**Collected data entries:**

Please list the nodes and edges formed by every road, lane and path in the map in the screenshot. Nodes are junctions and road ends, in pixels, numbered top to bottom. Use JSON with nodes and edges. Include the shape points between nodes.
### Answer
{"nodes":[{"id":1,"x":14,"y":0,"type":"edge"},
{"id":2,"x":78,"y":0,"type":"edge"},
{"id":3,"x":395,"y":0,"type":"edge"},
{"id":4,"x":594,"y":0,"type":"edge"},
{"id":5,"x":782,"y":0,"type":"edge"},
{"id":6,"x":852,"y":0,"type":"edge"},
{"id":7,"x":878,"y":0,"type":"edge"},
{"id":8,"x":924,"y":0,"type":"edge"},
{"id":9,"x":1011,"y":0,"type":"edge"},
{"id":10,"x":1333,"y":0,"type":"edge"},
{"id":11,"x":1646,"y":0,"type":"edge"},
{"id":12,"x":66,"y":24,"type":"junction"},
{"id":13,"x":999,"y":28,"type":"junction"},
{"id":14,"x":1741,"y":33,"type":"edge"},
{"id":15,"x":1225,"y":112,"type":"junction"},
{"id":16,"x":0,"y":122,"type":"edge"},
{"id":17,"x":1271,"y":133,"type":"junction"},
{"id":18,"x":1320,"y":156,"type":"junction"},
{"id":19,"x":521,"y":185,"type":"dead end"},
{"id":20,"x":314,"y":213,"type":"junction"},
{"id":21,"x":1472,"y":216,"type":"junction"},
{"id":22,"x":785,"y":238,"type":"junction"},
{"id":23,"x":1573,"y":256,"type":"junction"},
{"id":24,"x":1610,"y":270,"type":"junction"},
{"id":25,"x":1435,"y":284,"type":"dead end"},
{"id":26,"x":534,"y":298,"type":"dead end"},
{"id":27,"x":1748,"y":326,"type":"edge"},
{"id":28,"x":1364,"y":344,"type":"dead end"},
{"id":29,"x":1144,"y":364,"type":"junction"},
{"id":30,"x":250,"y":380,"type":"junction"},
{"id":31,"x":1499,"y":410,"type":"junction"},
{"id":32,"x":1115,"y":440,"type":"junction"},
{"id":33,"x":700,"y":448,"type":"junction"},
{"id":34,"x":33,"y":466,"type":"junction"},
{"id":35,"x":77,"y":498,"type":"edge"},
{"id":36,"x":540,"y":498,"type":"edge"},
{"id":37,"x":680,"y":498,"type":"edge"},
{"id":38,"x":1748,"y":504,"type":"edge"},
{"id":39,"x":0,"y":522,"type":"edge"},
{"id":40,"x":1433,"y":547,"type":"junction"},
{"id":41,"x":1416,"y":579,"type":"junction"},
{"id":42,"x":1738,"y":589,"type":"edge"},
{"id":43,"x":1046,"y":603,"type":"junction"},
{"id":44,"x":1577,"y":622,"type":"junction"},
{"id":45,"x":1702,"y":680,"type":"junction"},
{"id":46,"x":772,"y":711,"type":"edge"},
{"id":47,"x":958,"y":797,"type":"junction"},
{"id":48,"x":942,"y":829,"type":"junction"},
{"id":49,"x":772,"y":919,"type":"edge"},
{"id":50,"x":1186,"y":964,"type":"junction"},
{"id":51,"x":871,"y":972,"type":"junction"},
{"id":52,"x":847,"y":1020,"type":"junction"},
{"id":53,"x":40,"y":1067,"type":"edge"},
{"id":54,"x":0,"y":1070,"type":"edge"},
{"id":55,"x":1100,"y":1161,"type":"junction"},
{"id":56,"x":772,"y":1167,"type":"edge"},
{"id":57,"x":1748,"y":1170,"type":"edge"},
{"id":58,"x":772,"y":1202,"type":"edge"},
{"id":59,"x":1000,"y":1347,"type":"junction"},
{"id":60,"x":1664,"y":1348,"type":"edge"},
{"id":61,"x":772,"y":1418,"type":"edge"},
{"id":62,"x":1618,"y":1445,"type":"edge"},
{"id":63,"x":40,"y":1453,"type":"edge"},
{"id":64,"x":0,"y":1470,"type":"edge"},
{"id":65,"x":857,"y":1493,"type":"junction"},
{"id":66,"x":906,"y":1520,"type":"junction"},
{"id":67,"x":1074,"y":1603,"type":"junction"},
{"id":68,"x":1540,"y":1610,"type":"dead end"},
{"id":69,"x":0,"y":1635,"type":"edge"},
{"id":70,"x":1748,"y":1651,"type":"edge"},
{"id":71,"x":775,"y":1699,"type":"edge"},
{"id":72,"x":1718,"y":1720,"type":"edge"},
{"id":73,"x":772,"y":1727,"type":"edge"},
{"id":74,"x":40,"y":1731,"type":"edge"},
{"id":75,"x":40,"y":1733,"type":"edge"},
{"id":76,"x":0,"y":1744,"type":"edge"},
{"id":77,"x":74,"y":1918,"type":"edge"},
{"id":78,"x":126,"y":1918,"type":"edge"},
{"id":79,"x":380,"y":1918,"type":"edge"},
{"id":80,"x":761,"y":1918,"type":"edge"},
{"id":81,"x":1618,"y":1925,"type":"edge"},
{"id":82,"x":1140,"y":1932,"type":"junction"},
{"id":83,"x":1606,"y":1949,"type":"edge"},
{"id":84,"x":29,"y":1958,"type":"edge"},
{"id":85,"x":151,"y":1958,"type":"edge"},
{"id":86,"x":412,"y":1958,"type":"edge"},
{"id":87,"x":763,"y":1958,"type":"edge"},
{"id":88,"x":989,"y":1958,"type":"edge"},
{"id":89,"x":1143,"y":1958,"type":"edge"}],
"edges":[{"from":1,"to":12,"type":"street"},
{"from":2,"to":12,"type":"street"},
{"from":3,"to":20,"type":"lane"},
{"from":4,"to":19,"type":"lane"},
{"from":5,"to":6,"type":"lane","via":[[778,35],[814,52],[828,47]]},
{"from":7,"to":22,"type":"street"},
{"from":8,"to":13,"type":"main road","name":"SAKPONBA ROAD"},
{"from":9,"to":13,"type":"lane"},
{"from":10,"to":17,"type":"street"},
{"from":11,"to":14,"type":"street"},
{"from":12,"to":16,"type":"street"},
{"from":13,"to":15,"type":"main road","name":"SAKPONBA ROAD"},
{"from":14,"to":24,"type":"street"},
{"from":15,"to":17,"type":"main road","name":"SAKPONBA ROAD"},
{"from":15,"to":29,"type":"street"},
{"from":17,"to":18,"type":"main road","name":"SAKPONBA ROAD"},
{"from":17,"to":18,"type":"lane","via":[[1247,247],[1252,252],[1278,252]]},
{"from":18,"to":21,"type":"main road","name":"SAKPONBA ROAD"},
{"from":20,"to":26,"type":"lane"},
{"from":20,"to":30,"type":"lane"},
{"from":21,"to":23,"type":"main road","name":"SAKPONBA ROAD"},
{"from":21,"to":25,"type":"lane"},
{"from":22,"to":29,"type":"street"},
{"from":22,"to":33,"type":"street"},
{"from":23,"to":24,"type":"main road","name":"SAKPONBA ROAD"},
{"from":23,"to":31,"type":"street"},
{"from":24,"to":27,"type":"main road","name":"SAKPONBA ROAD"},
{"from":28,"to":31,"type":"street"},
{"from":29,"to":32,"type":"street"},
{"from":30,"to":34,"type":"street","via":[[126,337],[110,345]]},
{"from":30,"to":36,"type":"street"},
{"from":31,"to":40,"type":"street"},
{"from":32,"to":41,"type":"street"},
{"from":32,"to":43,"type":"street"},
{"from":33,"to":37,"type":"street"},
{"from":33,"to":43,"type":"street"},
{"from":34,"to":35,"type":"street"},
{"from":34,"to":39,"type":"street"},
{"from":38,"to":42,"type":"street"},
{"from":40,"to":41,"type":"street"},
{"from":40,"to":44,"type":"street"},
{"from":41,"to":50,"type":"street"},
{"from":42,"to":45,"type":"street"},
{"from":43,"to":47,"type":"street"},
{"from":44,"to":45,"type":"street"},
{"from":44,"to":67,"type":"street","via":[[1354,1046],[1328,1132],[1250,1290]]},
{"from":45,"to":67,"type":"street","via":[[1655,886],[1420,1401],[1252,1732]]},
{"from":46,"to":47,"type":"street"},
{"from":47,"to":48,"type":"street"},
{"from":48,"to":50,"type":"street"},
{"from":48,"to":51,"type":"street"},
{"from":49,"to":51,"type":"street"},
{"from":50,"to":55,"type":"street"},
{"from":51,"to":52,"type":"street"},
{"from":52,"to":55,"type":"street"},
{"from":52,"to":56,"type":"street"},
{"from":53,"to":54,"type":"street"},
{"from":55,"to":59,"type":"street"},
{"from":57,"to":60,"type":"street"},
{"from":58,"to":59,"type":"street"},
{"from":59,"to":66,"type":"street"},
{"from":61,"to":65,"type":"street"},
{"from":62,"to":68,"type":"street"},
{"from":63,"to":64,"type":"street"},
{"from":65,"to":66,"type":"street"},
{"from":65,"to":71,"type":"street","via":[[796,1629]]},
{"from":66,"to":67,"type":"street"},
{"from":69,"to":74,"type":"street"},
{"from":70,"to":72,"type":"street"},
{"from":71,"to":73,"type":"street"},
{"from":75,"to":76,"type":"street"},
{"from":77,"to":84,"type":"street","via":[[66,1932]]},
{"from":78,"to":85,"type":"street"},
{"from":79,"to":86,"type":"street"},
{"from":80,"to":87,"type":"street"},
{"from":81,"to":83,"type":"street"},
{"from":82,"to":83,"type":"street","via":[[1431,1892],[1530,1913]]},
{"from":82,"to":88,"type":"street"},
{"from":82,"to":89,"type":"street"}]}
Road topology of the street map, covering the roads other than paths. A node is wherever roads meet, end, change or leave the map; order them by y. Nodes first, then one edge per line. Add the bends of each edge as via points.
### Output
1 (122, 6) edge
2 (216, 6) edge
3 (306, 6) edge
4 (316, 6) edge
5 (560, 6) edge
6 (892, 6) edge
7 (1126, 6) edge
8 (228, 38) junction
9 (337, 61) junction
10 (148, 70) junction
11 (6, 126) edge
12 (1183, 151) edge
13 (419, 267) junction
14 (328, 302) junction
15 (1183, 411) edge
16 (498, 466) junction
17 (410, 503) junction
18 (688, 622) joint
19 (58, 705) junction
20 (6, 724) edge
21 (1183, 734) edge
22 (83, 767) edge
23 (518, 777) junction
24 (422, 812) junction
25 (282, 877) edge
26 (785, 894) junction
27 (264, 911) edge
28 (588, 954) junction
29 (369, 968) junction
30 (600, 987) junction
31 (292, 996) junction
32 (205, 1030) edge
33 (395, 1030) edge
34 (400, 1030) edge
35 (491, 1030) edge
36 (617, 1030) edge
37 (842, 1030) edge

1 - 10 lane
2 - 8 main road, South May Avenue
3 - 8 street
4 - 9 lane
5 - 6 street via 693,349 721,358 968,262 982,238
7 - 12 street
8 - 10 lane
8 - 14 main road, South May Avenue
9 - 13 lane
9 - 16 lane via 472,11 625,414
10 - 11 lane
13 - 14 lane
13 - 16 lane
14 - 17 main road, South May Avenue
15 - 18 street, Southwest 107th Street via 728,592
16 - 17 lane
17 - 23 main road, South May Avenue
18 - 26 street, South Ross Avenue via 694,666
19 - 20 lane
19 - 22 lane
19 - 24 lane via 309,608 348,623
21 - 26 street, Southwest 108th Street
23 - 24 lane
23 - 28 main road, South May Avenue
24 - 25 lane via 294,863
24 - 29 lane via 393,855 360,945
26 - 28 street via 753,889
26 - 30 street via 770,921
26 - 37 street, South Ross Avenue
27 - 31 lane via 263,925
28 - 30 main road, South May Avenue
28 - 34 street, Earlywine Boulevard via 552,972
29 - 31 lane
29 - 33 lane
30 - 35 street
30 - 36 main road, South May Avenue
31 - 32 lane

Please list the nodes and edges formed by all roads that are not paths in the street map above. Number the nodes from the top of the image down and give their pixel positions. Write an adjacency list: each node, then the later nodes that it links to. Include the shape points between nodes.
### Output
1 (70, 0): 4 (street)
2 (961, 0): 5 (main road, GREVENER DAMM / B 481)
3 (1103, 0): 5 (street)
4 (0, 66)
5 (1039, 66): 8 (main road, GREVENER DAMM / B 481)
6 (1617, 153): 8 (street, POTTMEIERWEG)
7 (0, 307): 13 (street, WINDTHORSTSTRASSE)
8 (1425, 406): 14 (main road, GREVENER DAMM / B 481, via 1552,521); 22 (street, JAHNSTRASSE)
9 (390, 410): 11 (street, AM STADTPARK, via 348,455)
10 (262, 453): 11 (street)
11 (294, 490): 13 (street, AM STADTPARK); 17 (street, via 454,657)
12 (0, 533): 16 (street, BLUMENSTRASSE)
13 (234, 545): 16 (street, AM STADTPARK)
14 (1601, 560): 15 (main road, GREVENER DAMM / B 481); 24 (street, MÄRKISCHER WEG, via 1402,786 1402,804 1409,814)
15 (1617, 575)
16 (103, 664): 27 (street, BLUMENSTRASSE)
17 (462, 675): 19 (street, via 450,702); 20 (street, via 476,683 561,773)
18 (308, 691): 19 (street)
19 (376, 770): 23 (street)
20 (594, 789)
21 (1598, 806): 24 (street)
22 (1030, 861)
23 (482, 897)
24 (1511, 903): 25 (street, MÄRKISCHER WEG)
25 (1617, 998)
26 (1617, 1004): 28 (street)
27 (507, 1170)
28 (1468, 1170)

**TASK REQUIREMENTS:**
Among the lines of the preceding data, which ones hold the word "BLUMENSTRASSE"? List them.

**SOLUTION TO THIS PROBLEM:**
12 (0, 533): 16 (street, BLUMENSTRASSE)
16 (103, 664): 27 (street, BLUMENSTRASSE)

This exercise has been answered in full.